ASSIGNMENT:
Extract each line of the data and write it out again exactly.

DATASET RECORDS:

▼▼▼

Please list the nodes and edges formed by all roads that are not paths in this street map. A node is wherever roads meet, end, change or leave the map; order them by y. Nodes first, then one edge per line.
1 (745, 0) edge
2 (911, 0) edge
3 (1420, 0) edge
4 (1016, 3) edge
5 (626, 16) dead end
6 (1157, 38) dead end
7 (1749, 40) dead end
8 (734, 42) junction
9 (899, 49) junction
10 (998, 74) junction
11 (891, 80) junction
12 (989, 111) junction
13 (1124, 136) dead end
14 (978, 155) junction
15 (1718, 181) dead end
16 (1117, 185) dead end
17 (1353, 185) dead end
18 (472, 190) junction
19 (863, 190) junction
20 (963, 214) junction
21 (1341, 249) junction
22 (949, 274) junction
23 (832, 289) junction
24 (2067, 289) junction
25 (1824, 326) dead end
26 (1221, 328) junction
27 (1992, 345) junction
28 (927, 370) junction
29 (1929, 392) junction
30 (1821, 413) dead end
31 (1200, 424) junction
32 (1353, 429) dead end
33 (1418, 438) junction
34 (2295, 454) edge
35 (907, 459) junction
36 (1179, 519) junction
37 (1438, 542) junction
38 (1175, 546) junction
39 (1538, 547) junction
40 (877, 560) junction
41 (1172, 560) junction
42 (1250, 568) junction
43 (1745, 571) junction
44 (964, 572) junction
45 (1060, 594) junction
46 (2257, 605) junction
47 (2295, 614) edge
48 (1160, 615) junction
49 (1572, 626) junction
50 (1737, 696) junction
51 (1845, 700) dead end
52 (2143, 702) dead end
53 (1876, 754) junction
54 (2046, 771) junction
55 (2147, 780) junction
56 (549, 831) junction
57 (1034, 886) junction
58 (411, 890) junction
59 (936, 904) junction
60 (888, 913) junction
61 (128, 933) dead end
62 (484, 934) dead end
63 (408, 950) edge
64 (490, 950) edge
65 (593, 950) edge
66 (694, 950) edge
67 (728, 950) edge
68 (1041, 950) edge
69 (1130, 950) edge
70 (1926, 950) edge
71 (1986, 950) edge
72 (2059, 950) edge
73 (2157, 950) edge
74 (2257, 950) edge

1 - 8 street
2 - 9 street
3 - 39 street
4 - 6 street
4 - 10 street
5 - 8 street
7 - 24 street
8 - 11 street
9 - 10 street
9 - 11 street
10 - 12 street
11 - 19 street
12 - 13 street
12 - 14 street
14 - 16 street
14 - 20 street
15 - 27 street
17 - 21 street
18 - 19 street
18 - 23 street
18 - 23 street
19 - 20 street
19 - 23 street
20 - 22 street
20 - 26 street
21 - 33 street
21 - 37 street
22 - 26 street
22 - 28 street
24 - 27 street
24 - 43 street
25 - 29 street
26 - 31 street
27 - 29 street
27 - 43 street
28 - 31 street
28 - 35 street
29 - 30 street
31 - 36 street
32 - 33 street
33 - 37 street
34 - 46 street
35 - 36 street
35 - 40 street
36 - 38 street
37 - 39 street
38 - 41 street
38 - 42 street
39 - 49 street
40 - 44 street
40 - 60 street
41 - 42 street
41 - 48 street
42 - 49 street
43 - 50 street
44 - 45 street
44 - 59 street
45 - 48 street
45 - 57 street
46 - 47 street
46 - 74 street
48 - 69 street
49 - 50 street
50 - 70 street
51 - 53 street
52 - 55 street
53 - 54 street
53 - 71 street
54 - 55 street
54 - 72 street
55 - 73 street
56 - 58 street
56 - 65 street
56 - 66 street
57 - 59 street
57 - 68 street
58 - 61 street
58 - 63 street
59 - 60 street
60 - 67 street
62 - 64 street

▲▲▲

RESPONSE AREA:
Please list the nodes and edges formed by all roads that are not paths in this street map. A node is wherever roads meet, end, change or leave the map; order them by y. Nodes first, then one edge per line.
1 (745, 0) edge
2 (911, 0) edge
3 (1420, 0) edge
4 (1016, 3) edge
5 (626, 16) dead end
6 (1157, 38) dead end
7 (1749, 40) dead end
8 (734, 42) junction
9 (899, 49) junction
10 (998, 74) junction
11 (891, 80) junction
12 (989, 111) junction
13 (1124, 136) dead end
14 (978, 155) junction
15 (1718, 181) dead end
16 (1117, 185) dead end
17 (1353, 185) dead end
18 (472, 190) junction
19 (863, 190) junction
20 (963, 214) junction
21 (1341, 249) junction
22 (949, 274) junction
23 (832, 289) junction
24 (2067, 289) junction
25 (1824, 326) dead end
26 (1221, 328) junction
27 (1992, 345) junction
28 (927, 370) junction
29 (1929, 392) junction
30 (1821, 413) dead end
31 (1200, 424) junction
32 (1353, 429) dead end
33 (1418, 438) junction
34 (2295, 454) edge
35 (907, 459) junction
36 (1179, 519) junction
37 (1438, 542) junction
38 (1175, 546) junction
39 (1538, 547) junction
40 (877, 560) junction
41 (1172, 560) junction
42 (1250, 568) junction
43 (1745, 571) junction
44 (964, 572) junction
45 (1060, 594) junction
46 (2257, 605) junction
47 (2295, 614) edge
48 (1160, 615) junction
49 (1572, 626) junction
50 (1737, 696) junction
51 (1845, 700) dead end
52 (2143, 702) dead end
53 (1876, 754) junction
54 (2046, 771) junction
55 (2147, 780) junction
56 (549, 831) junction
57 (1034, 886) junction
58 (411, 890) junction
59 (936, 904) junction
60 (888, 913) junction
61 (128, 933) dead end
62 (484, 934) dead end
63 (408, 950) edge
64 (490, 950) edge
65 (593, 950) edge
66 (694, 950) edge
67 (728, 950) edge
68 (1041, 950) edge
69 (1130, 950) edge
70 (1926, 950) edge
71 (1986, 950) edge
72 (2059, 950) edge
73 (2157, 950) edge
74 (2257, 950) edge

1 - 8 street
2 - 9 street
3 - 39 street
4 - 6 street
4 - 10 street
5 - 8 street
7 - 24 street
8 - 11 street
9 - 10 street
9 - 11 street
10 - 12 street
11 - 19 street
12 - 13 street
12 - 14 street
14 - 16 street
14 - 20 street
15 - 27 street
17 - 21 street
18 - 19 street
18 - 23 street
18 - 23 street
19 - 20 street
19 - 23 street
20 - 22 street
20 - 26 street
21 - 33 street
21 - 37 street
22 - 26 street
22 - 28 street
24 - 27 street
24 - 43 street
25 - 29 street
26 - 31 street
27 - 29 street
27 - 43 street
28 - 31 street
28 - 35 street
29 - 30 street
31 - 36 street
32 - 33 street
33 - 37 street
34 - 46 street
35 - 36 street
35 - 40 street
36 - 38 street
37 - 39 street
38 - 41 street
38 - 42 street
39 - 49 street
40 - 44 street
40 - 60 street
41 - 42 street
41 - 48 street
42 - 49 street
43 - 50 street
44 - 45 street
44 - 59 street
45 - 48 street
45 - 57 street
46 - 47 street
46 - 74 street
48 - 69 street
49 - 50 street
50 - 70 street
51 - 53 street
52 - 55 street
53 - 54 street
53 - 71 street
54 - 55 street
54 - 72 street
55 - 73 street
56 - 58 street
56 - 65 street
56 - 66 street
57 - 59 street
57 - 68 street
58 - 61 street
58 - 63 street
59 - 60 street
60 - 67 street
62 - 64 street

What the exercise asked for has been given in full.